Importance of DHA – ARA

Your baby’s first year is crucial in terms of his growth and development. It is essential to provide him with the required nutrients in the right quantity to ensure all-round development. Your baby is also striving to achieve a fair number of developmental milestones in this period, making his nutritional intake all the more important. Among the nutrients, research has shown DHA and ARA as being important. Let’s read on to know why.

More about DHA
DHA, or docosahexaenoic acid, is an Omega-3 fat that is present in breast milk. In case, you are unable to breastfeed your baby, ensure that your infant formula contains this nutrient in the required proportion. DHA is an essential fatty acid that is required to help your baby’s development. It plays a role in the development of the baby’s immune system. Studies have shown a link between brain development and DHA. Your baby’s brain grows at a rapid pace during the last trimester of your pregnancy and keeps growing right into infancy. DHA is important for the growth of neural connections and pathways in the brain, as well as the retina. This directly translates into better neural development as well as vision. What’s more, the role that DHA plays begins in the uterus itself and continues once your baby is born.

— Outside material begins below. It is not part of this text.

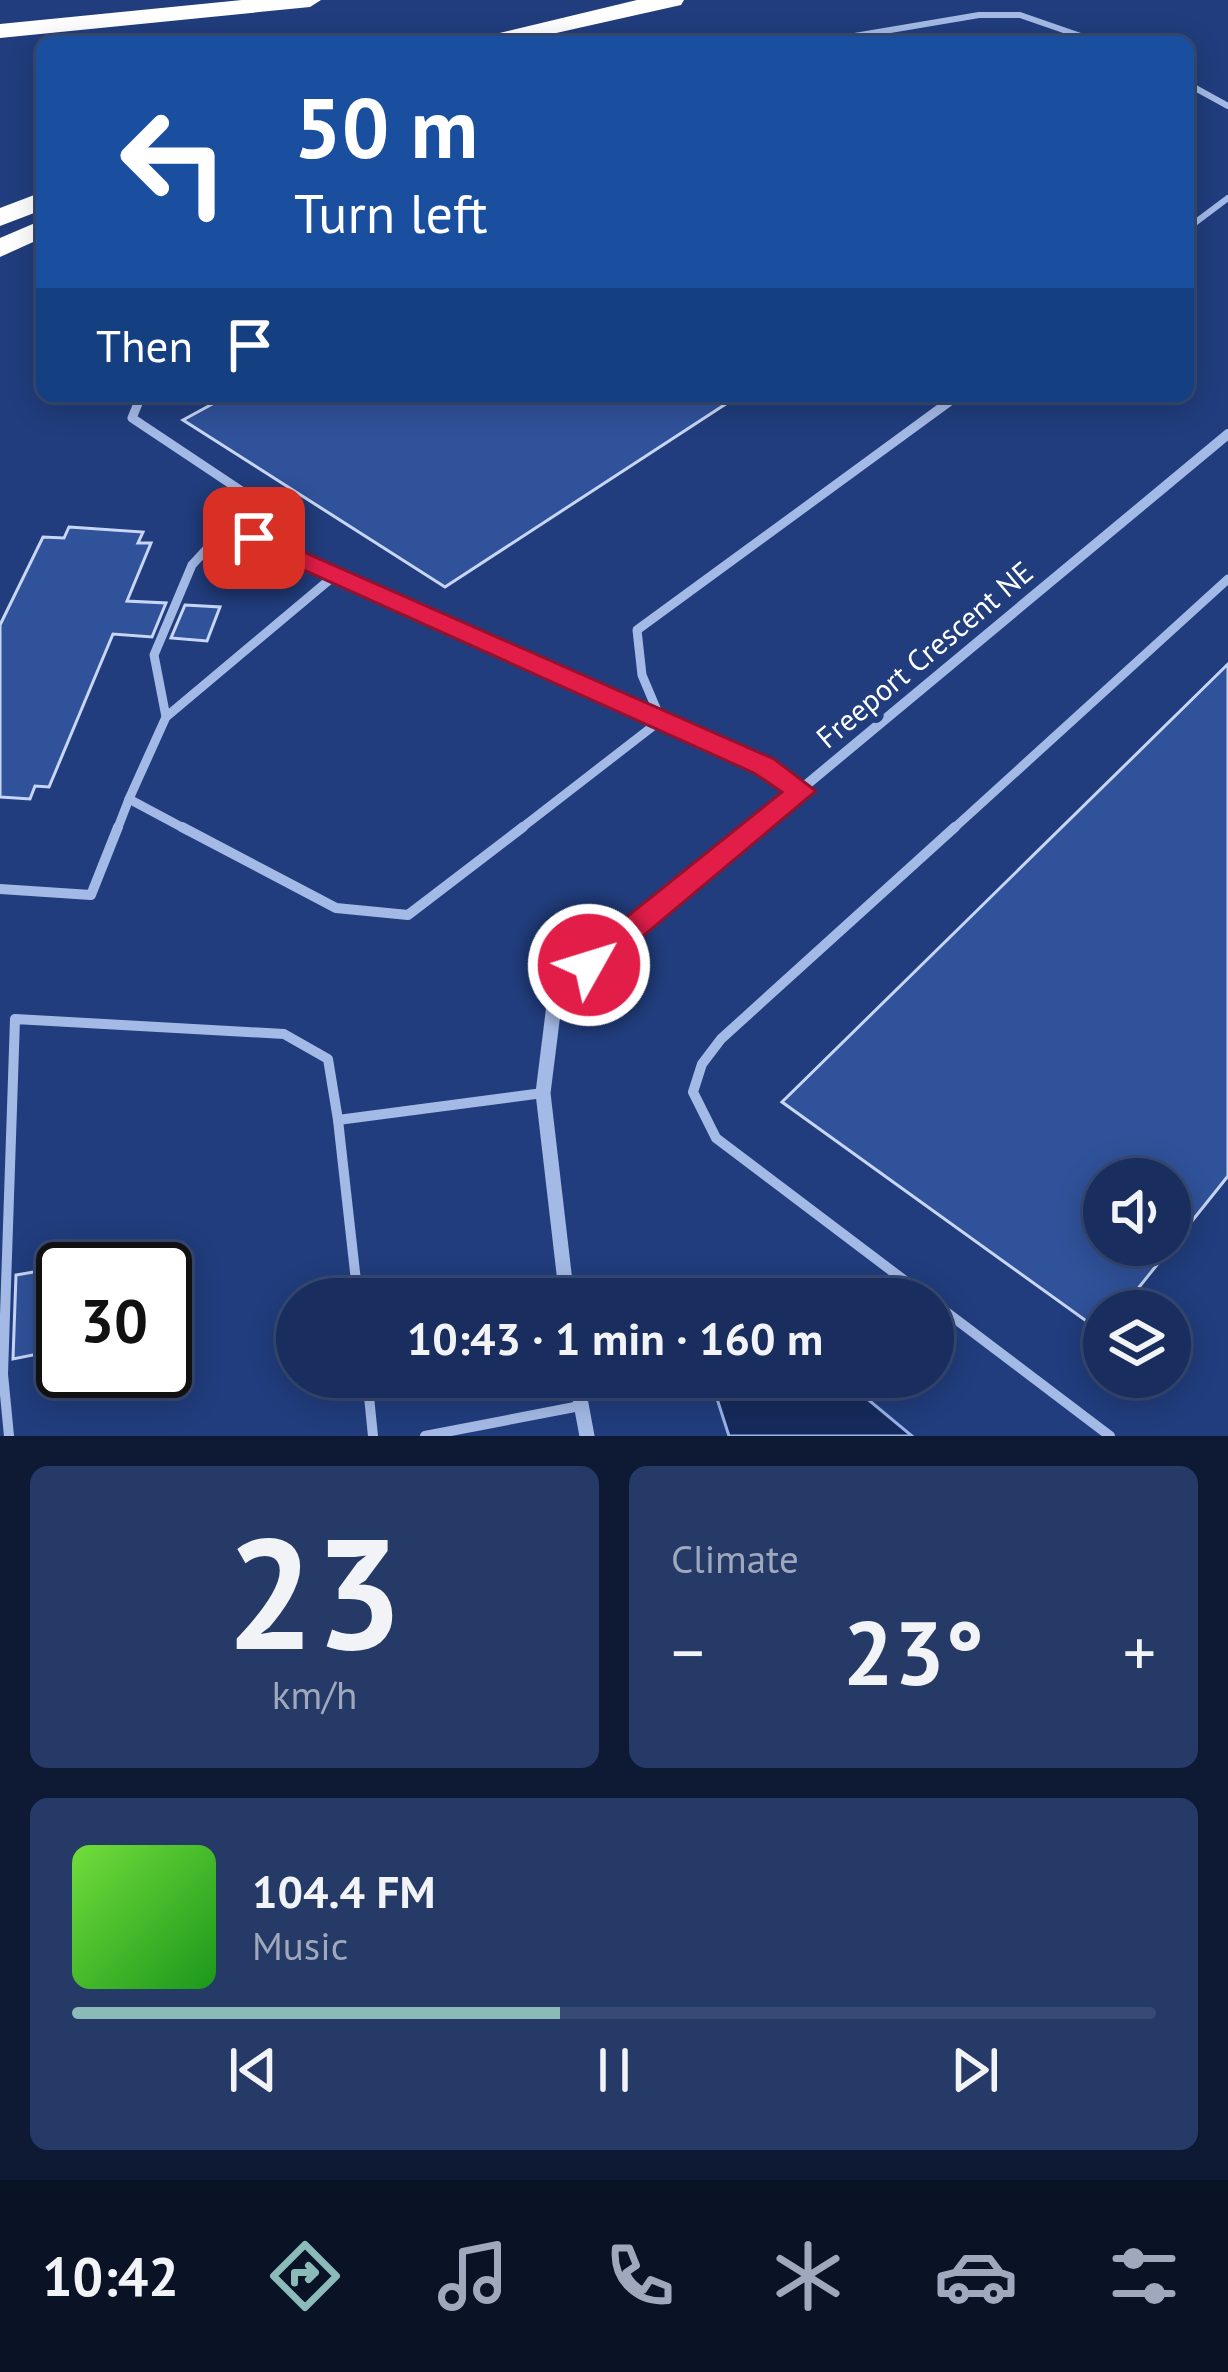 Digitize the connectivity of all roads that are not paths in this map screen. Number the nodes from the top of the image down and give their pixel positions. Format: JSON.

What you should know about ARA?
ARA or arachidonic acid is a type of Omega-6 fat that is again found naturally in breast milk. It is essential in the development of your baby’s cognitive functions. DHA – ARA together may also help improve baby’s IQ scores, which improves the problem-solving ability in your baby as he grows older.

How can you and your baby get adequate DHA and ARA?
A balanced, healthy diet is a good way to get some much-required DHA and ARA into your system. For those who eat seafood, a serving of fish twice a week can help with the intake. Meat and eggs are a good source of Omega-6 fats, which can give you the required ARA.

When you are breastfeeding your baby, make sure you eat foods rich in DHA-ARA to help your baby receive this vital nutrient. When your baby starts off on solids, it is advisable to introduce DHA-ARA rich foods.

If you are vegetarian, don’t you worry about getting your share of DHA – ARA. These two nutrients are found in sources such as nuts, canola oil, and flaxseeds. Do incorporate these into your diet when breastfeeding, or introduce them to your child when you offer him solid food.

In conclusion, do ensure that whatever nutritional choices you make for your little one, he gets the crucial DHA – ARA to help him grow, develop and meet his milestones. This has an impact on your baby both in the short and long term.